Two years ago, in the 1998-99 fiscal year, the Cultural Forum had a budget surplus of $28,089. While most of this was placed into the Cultural Forum's opportunity fund, the rest was used to supplement the EMU budget.
One possible outcome of the Clark Conversations is an end to the Cultural Forum's budget surplus being used in this way at all. Under the PFC even salaries savings, which have traditionally been the only part of a surplus to be used for supplementing the EMU's budget, would revert to the over-realized fund. This would mean that the surplus from the Cultural Forum would be mixed back in with all of the over-realized funds and distributed to programs through Senate requests or carried over to the next year.
Although their funding may change, none of the programs that will be affected by the outcome of the Clark Conversations have a representative on the board. "The Student Activities staff have been encouraging, very much, to have a program person represented," said Dievendorf. However, the committee has asked for written input from the programs staff and believes this to be appropriate. "We solicited from students and staff their recommendations about what are the characteristics of what are an ASUO program and what are the characteristics of an EMU program. The conversation is at the template level...it is more about what makes these programs ASUO or EMU programs," Lobisser said. Lobisser also said that anyone with input was welcome to provide feedback on program transfer. "We've tried to accommodate the desires to be a part of the conversation by soliciting feedback, but to have a conversations limits how large a group can be," said Lobisser.
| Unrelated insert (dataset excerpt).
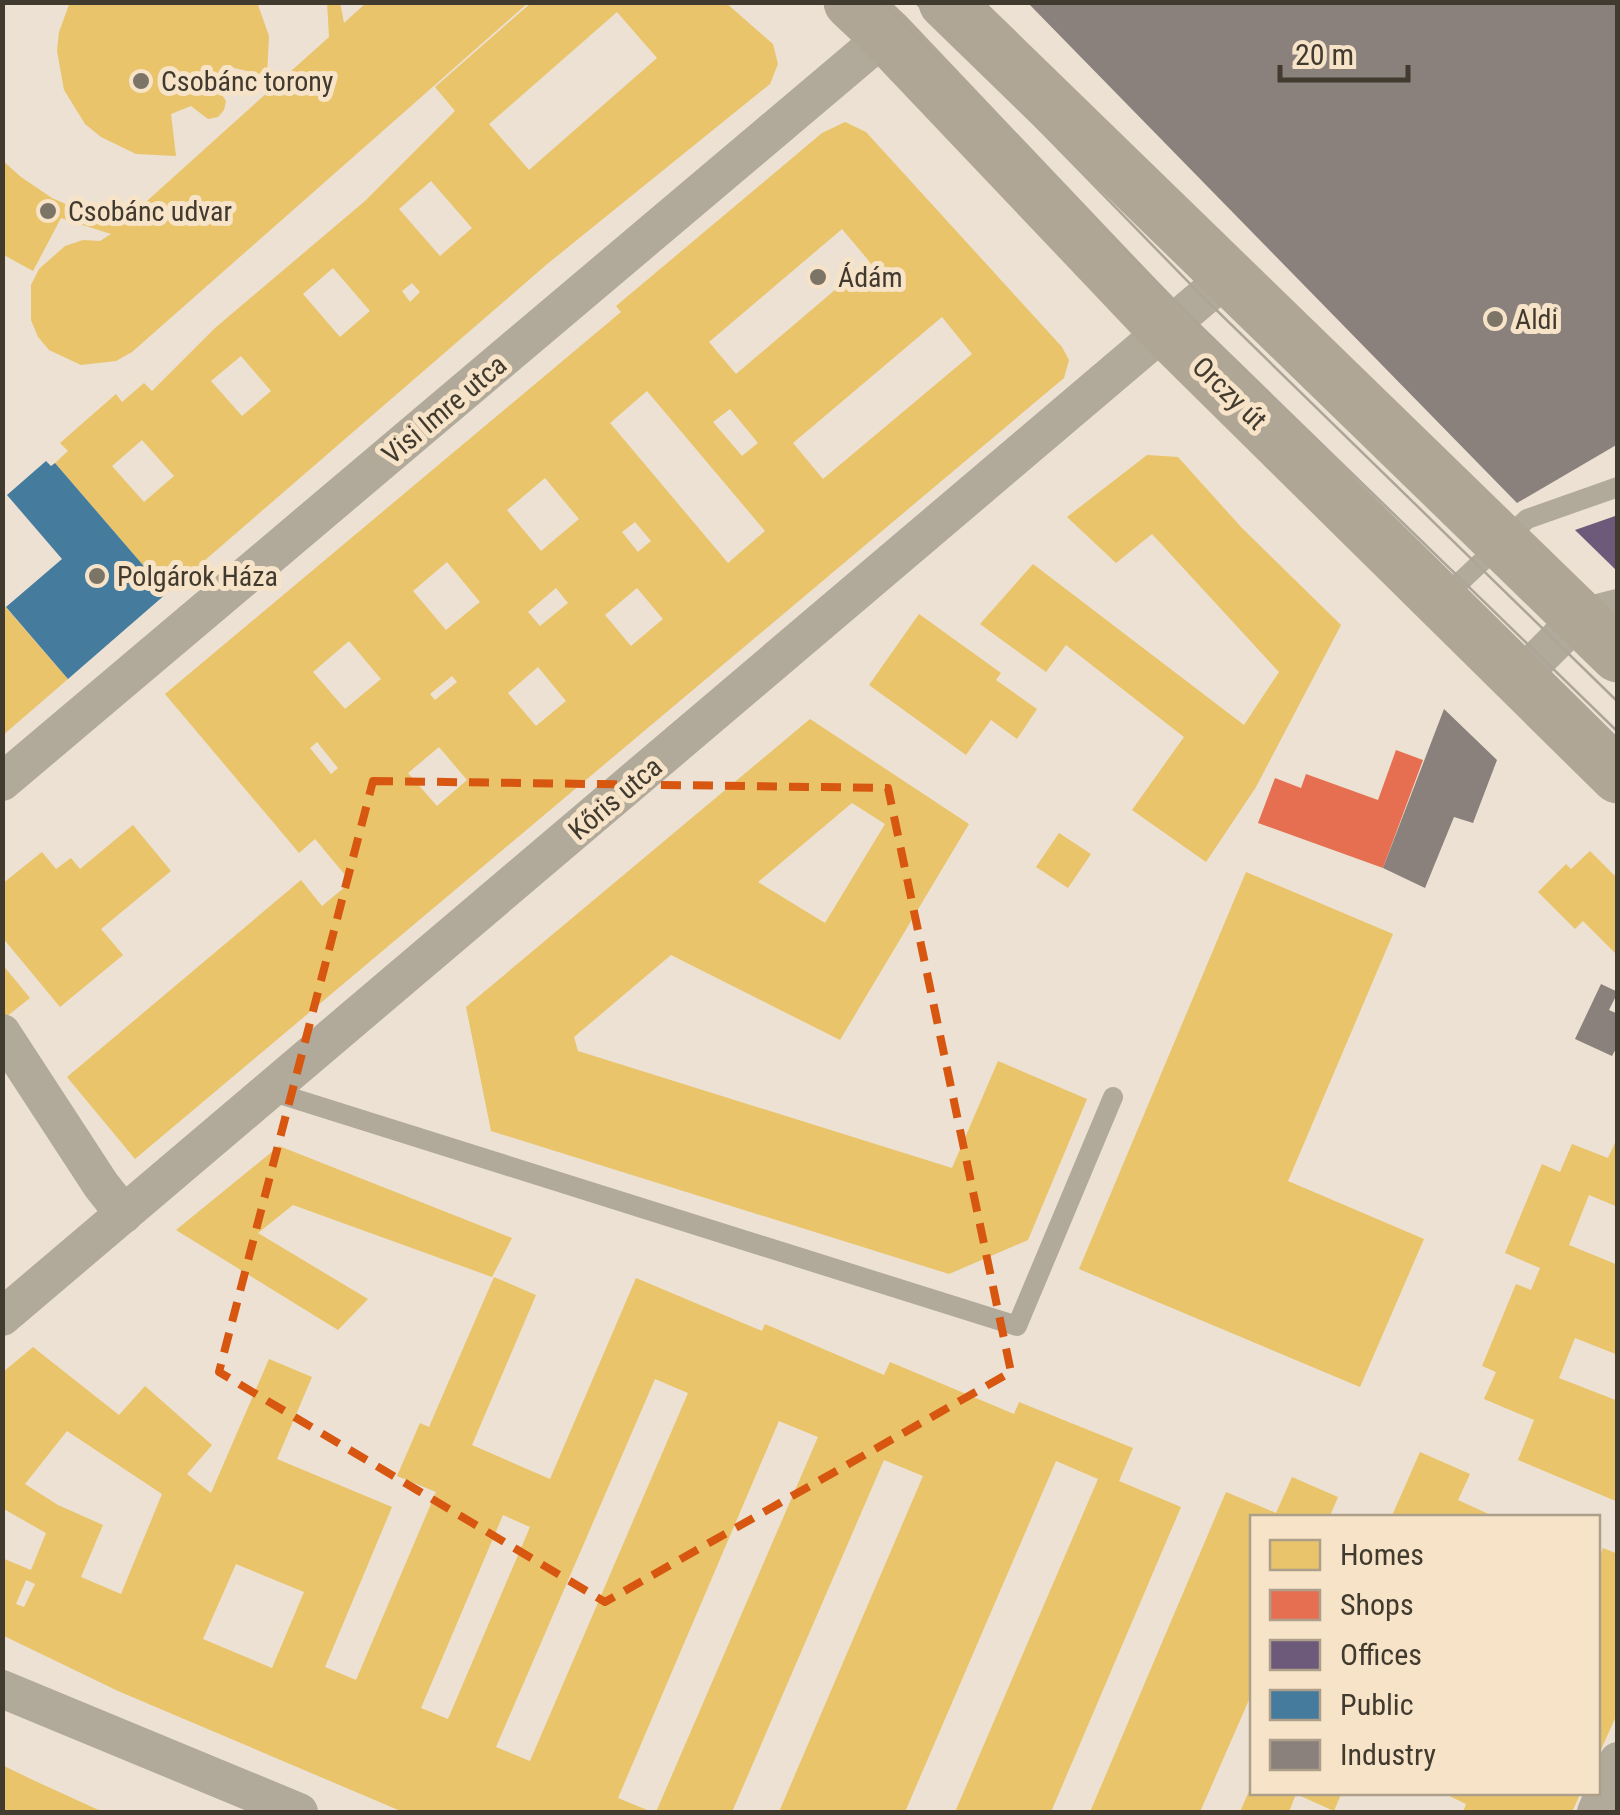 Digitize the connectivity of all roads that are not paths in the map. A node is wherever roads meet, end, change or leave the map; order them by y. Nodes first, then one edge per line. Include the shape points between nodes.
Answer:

Without a representative on the board, the programs that will be affected by the Clark Conversations have only tangential input into where they should fit in under the ASUO or EMU. Also, the talking points released after each meeting are vague and do not include everything that is gone over in the meetings. "Many of the topics we're addressing would probably raise passions among different people, so we've agreed as a group not to share all of our conversations," Lobisser said. Without a representative and without access to the entirety of the conversations going on in the meetings, the programs that will be affected must leave the decisions on their funding up to the committee. Fortunately, the Clark Conversations are being held between persons with many different perspectives on the issue at hand.
Tim Dreier, a freshman majoring in jounalism, is a staff writer for the Oregon Commentator.